Previous versions of Land Development Desktop and AutoCAD Civil 3D have used Fieldbook (.fbk) files in order to process linework that was collected by surveyors in the field. In order to collect linework out in the field using prior versions of Autodesk's civil software, you need to add a "note" into your data collector with a code from the synonym file allowing the points with the same description to have 3D linework or "figures" connecting them. These notes were stored in the .raw or .rw5 data file; you then convert the raw data file into a fieldbook file and import this into the program. Some data collectors can convert these files automatically, other times you need to download the raw file and use AutoCAD Civil 3D or a free applet (such as Carlson Connect, Leica Exchange or Trimble Link) for the conversion.
This process makes for ease of post processing survey data and topo breakdown. It also aids in surface creation because the figures that are drawn in the field can be imported into AutoCAD Civil 3D and used to quickly create a topographic surface model of the existing conditions.
Changes in AutoCAD Civil 3D 2010 Auto Linework
I am extremely excited to discuss the changes and advances to the survey linework processing capabilities within the latest release of the software. You can now put the days of using .raw and .rw5 files converted into .fbk files behind you. AutoCAD Civil 3D 2010 now uses double, triple, and even quadruple point coding within ASCII files to process and draw linework. How can you do this, you ask? Read on for a brief "How-to"!
Start by initiating your survey toolspace; within this area there is a new style named Linework Code Sets, as shown below.
The Linework Code Sets within the Survey tools of AutoCAD Civil 3D 2010 allow you to set up linework codes that are alpha or numeric, depending on your needs. The first step is to right-click on Linework Code Sets --> New, then give your code set a name based on your company's standards. Now you can edit your code set to match what was shot and coded out in the field.
In the example that I will use, the points were coded numerically so I have changed the default fields of Special Codes-Begin to a numeric value of 1 (the default comes with B) and the Special Codes-End to a numeric value of 5 (the default comes with E), as shown below.
Next, I will give a preview of the ASCII file that I am going to import. This file, shown below, is PNEZD comma delimited, double coded.
As you can see from the capture above, the points have been double coded and the last point, #232, has six codes in order to draw out the curb line. Multiple point coding has finally arrived!

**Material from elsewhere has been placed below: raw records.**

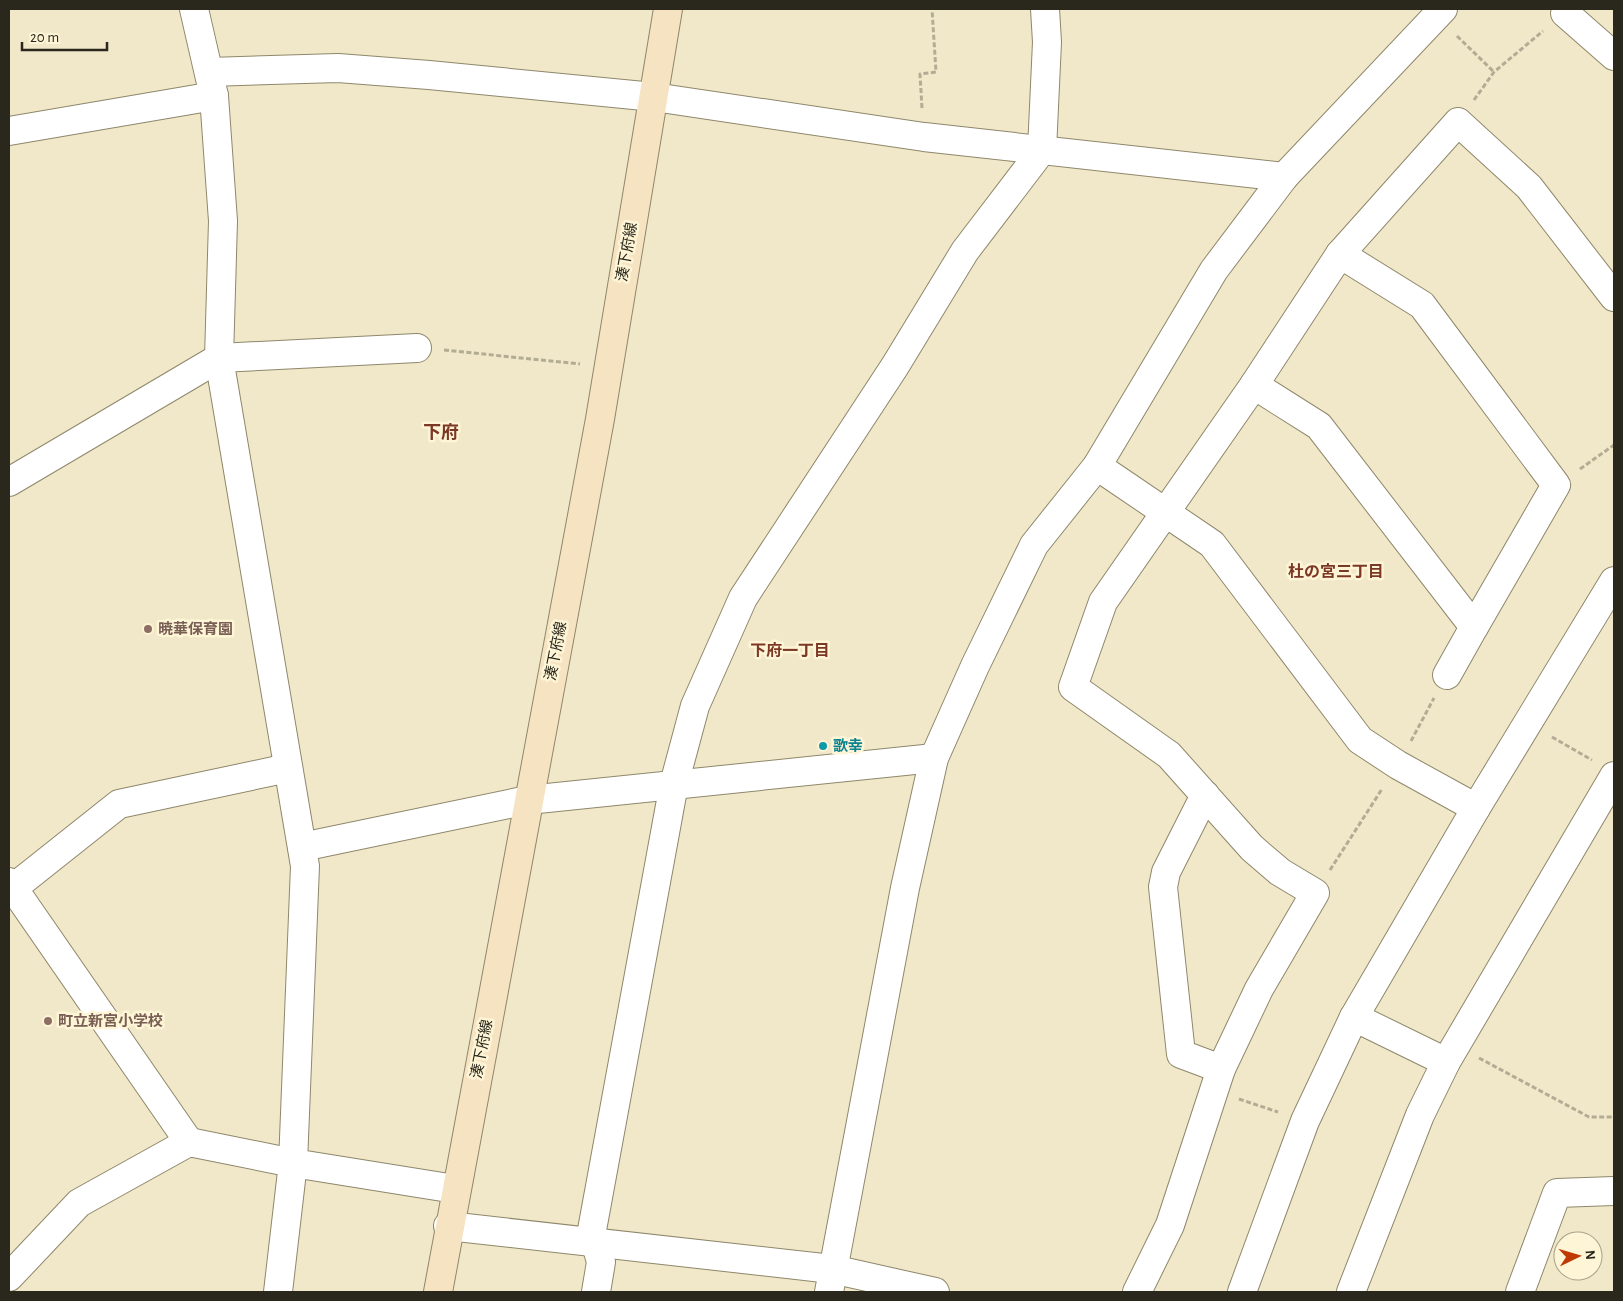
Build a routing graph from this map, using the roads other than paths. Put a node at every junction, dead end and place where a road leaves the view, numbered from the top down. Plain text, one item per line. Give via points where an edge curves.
1 (194, 9) edge
2 (668, 9) edge
3 (1045, 9) edge
4 (1566, 11) edge
5 (1440, 12) edge
6 (1614, 56) edge
7 (211, 84) junction
8 (654, 97) junction
9 (9, 131) edge
10 (1042, 150) junction
11 (1284, 177) junction
12 (1340, 254) junction
13 (1614, 297) edge
14 (416, 348) road end
15 (219, 358) junction
16 (1254, 385) junction
17 (1097, 466) junction
18 (9, 482) edge
19 (1164, 513) junction
20 (1614, 581) edge
21 (1474, 627) junction
22 (1447, 675) road end
23 (934, 758) junction
24 (288, 768) junction
25 (1606, 769) edge
26 (674, 784) junction
27 (1205, 795) junction
28 (528, 800) junction
29 (1476, 808) junction
30 (302, 847) junction
31 (10, 885) edge
32 (1354, 1017) junction
33 (1451, 1054) junction
34 (1217, 1080) junction
35 (189, 1142) junction
36 (293, 1162) junction
37 (455, 1190) junction
38 (1614, 1191) edge
39 (448, 1226) junction
40 (595, 1242) junction
41 (9, 1277) edge
42 (830, 1280) edge
43 (278, 1292) edge
44 (438, 1292) edge
45 (596, 1292) edge
46 (934, 1292) edge
47 (1137, 1292) edge
48 (1242, 1292) edge
49 (1351, 1292) edge
50 (1520, 1292) edge

1 - 7 street
2 - 8 main road, 湊下府線
3 - 10 street via 1047,42
4 - 6 street
5 - 11 street
7 - 8 street via 338,68
7 - 9 street
7 - 15 street via 223,222
8 - 10 street via 924,137
8 - 28 main road, 湊下府線
10 - 11 street
10 - 26 street via 965,251 895,366 743,598 695,706
11 - 17 street via 1214,270
12 - 13 street via 1458,122 1529,187
12 - 16 street
12 - 21 street via 1422,305 1556,485
14 - 15 street
15 - 18 street
15 - 24 street
16 - 19 street
16 - 21 street via 1318,426
17 - 19 street
17 - 23 street via 1034,546
19 - 27 street via 1103,602 1073,687 1169,755
19 - 29 street via 1212,544 1360,740
20 - 29 street
21 - 22 street
23 - 26 street
23 - 42 street via 905,888
24 - 30 street
24 - 31 street via 119,804
25 - 33 street
26 - 28 street
26 - 40 street via 592,1230
27 - 34 street via 1166,872 1163,887 1181,1054
27 - 34 street via 1252,848 1280,872 1316,893 1259,989
28 - 30 street
28 - 37 main road, 湊下府線
29 - 32 street
30 - 36 street via 305,866
31 - 35 street
32 - 33 street
32 - 48 street via 1305,1121
33 - 49 street via 1420,1115
34 - 47 street via 1170,1225
35 - 36 street
35 - 41 street via 79,1203
36 - 37 street
36 - 43 street
37 - 39 main road, 湊下府線
38 - 50 street via 1557,1193
39 - 40 street
39 - 44 main road, 湊下府線
40 - 42 street
40 - 45 street via 601,1262
42 - 46 street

After you set up your linework code set, it is now time to create a new survey database and import in your ASCII file. From the "Home" tab on your ribbon, select Import Survey Data, as shown below.
This launches a wizard that will walk you through the process of creating a new survey database for your project, a new network, selecting your code file, and importing your linework.
You need to give your survey database a name (it may be best to name the database the same as your project name). After you create your survey database you can then Edit Survey Database Settings to add in your state plane coordinate zone, then select next, as shown below.
You can now specify the types of data that you wish to bring in to your newly created survey database. Your choices are .fbk, LandXML, ASCII file, or points that may have already been imported into your current drawing that you wish to move into the database.
You can now create a New Network with the data that you will be importing for today's TOPO. Keep in mind when creating multiple networks for the same survey database that you CANNOT run Traverse and Least Squares Analysis across multiple networks. This will help you to determine when you will need to create a new network and when you should add data to an existing network.
Last but not least, you want to make sure as you are going to process your linework that you are using the correct code set and figure prefix database. The final product from importing the coded ASCII file is shown below.
Being able to collect points and linework in the field and process that data in AutoCAD Civil 3D 2010 just became a breeze. Fieldbook files are no longer the only way to bring auto linework data into Civil 3D. Hip, hip, hooray!